Exercise requirements: For this exercise, please find the lines in the entries that include the word "other" and copy them.

——————————

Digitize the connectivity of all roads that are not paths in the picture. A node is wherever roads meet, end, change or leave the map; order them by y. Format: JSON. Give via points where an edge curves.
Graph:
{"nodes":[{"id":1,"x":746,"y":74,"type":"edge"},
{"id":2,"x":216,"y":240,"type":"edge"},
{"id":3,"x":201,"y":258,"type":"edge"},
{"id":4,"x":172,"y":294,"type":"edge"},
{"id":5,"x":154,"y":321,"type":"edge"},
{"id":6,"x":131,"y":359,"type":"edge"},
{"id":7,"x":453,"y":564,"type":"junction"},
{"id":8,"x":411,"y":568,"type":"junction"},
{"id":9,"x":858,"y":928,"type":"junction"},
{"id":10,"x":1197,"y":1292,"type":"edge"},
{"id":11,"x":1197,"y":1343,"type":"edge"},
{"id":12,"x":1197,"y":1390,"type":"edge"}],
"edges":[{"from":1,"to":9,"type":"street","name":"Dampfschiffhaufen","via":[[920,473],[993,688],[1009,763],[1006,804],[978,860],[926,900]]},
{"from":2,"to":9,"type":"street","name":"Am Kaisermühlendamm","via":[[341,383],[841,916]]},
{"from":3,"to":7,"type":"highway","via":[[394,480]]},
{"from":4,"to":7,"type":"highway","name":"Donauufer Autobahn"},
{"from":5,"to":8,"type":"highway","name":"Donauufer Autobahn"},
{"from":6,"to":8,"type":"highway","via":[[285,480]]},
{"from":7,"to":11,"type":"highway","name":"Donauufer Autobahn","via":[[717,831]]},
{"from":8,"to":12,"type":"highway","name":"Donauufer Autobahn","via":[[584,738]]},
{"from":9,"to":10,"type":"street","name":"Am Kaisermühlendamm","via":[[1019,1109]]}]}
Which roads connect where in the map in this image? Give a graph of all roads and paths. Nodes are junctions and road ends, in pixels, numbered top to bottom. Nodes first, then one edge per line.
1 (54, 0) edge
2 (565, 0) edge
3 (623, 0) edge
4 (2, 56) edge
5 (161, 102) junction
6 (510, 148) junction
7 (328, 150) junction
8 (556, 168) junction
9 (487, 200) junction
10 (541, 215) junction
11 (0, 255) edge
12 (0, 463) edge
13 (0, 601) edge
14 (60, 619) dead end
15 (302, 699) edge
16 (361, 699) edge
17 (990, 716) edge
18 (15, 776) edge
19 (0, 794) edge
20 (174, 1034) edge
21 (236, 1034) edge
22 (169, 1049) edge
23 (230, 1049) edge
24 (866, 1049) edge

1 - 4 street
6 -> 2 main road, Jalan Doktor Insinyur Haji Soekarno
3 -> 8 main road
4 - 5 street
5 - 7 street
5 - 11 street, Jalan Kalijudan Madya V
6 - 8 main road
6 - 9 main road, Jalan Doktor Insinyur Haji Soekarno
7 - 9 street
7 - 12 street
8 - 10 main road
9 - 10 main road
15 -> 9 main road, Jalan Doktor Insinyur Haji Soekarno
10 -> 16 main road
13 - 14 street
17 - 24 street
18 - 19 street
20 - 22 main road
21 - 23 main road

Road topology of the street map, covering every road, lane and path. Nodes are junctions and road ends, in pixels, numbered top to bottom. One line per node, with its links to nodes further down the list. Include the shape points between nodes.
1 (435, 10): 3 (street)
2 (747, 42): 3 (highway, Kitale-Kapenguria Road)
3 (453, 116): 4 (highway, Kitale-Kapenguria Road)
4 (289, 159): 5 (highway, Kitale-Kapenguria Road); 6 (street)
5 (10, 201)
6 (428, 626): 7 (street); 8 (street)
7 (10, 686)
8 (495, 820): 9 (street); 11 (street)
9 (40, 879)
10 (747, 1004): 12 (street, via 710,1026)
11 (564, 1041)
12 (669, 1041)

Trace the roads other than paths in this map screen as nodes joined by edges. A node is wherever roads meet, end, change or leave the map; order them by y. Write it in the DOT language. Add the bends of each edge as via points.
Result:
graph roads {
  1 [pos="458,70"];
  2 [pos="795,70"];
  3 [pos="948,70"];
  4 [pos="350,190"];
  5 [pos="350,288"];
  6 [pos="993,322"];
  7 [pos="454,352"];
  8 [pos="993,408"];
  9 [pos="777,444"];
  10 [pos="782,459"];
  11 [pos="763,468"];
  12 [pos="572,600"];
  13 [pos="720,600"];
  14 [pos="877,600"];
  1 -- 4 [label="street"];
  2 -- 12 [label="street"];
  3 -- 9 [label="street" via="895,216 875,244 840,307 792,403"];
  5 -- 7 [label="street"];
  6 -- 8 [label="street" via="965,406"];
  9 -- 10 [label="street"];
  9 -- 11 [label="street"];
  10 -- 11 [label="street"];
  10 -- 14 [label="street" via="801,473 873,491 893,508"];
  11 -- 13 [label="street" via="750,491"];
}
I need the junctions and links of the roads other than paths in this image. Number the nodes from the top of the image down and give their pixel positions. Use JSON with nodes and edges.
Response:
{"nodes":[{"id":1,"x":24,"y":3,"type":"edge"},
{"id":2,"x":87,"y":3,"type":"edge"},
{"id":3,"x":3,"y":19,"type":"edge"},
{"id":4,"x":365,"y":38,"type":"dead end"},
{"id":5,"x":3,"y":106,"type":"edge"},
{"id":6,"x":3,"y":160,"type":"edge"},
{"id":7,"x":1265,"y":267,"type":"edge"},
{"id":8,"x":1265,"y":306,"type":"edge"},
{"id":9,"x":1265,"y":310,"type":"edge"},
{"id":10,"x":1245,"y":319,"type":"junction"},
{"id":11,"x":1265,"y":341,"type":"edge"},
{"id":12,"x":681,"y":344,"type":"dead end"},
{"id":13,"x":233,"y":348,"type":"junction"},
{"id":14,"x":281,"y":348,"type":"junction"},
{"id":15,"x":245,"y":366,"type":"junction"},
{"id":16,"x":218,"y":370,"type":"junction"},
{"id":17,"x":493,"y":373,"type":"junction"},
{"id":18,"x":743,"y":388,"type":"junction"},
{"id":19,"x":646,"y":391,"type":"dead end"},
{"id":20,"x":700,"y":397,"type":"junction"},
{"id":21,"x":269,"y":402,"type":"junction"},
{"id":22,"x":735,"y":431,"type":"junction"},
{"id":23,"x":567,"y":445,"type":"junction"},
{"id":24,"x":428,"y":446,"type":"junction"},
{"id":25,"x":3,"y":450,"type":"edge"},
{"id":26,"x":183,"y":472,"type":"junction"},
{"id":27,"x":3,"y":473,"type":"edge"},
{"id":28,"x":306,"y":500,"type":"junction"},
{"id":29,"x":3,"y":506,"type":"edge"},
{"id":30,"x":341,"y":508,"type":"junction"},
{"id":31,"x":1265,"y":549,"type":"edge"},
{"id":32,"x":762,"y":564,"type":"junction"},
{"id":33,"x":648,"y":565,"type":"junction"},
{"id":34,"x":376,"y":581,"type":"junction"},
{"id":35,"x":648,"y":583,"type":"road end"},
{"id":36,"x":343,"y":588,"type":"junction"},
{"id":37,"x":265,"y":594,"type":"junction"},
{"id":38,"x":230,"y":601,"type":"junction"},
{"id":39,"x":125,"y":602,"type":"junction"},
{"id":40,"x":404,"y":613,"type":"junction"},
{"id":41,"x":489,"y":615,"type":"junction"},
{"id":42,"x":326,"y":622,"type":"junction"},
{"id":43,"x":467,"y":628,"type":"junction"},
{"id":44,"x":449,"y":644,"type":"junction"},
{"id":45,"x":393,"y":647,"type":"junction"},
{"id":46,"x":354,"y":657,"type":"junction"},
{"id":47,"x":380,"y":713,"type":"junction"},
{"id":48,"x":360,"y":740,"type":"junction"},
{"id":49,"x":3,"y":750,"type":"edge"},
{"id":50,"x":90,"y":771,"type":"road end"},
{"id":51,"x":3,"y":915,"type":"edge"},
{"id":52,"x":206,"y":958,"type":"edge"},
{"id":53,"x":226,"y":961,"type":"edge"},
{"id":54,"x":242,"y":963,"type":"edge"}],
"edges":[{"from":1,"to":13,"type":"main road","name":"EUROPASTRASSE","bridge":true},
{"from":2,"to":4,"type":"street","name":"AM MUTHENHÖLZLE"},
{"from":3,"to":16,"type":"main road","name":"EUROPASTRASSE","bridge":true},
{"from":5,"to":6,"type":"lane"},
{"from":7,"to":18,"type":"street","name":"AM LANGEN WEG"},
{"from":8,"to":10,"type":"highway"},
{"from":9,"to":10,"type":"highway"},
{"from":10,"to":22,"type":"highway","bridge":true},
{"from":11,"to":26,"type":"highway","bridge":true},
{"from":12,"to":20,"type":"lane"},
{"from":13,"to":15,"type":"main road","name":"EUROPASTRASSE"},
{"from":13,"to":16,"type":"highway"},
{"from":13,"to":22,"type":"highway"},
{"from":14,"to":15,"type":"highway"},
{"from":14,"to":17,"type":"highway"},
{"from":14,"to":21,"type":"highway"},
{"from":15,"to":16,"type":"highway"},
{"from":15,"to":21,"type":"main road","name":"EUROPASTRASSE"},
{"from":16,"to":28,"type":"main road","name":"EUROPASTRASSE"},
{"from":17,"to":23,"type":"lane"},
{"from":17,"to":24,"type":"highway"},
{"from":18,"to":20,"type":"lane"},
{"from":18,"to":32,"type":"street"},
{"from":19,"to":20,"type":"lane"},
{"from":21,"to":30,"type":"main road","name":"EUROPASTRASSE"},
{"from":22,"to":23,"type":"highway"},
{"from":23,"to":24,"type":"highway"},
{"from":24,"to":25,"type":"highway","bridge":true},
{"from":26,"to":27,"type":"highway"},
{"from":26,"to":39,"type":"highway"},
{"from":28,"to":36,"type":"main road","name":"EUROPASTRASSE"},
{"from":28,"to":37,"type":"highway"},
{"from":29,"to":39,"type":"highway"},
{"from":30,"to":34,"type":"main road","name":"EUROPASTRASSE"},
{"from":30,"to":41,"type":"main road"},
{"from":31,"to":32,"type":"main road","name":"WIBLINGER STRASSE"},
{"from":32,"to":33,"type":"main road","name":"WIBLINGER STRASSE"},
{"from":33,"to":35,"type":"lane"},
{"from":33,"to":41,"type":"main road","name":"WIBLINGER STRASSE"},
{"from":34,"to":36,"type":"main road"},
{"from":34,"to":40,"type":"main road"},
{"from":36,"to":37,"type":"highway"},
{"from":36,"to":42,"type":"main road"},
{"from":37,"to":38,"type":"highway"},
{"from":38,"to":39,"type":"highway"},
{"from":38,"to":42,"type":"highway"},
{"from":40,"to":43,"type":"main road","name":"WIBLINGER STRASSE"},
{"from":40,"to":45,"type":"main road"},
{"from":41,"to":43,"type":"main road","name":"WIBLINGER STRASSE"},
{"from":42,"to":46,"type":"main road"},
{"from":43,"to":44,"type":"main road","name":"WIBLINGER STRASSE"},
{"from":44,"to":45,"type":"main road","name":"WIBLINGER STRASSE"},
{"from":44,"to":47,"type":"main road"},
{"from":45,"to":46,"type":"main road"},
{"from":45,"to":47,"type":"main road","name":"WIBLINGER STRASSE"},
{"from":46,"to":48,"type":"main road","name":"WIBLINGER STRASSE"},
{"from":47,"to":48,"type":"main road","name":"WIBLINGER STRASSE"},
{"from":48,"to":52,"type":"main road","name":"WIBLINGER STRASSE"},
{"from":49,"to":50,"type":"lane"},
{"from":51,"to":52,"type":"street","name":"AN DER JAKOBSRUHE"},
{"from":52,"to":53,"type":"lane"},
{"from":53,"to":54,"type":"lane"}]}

——————————

Exercise response:
Trace the roads other than paths in this map screen as nodes joined by edges. A node is wherever roads meet, end, change or leave the map; order them by y. Write it in the DOT language. Add the bends of each edge as via points.
I need the junctions and links of the roads other than paths in this image. Number the nodes from the top of the image down and give their pixel positions. Use JSON with nodes and edges.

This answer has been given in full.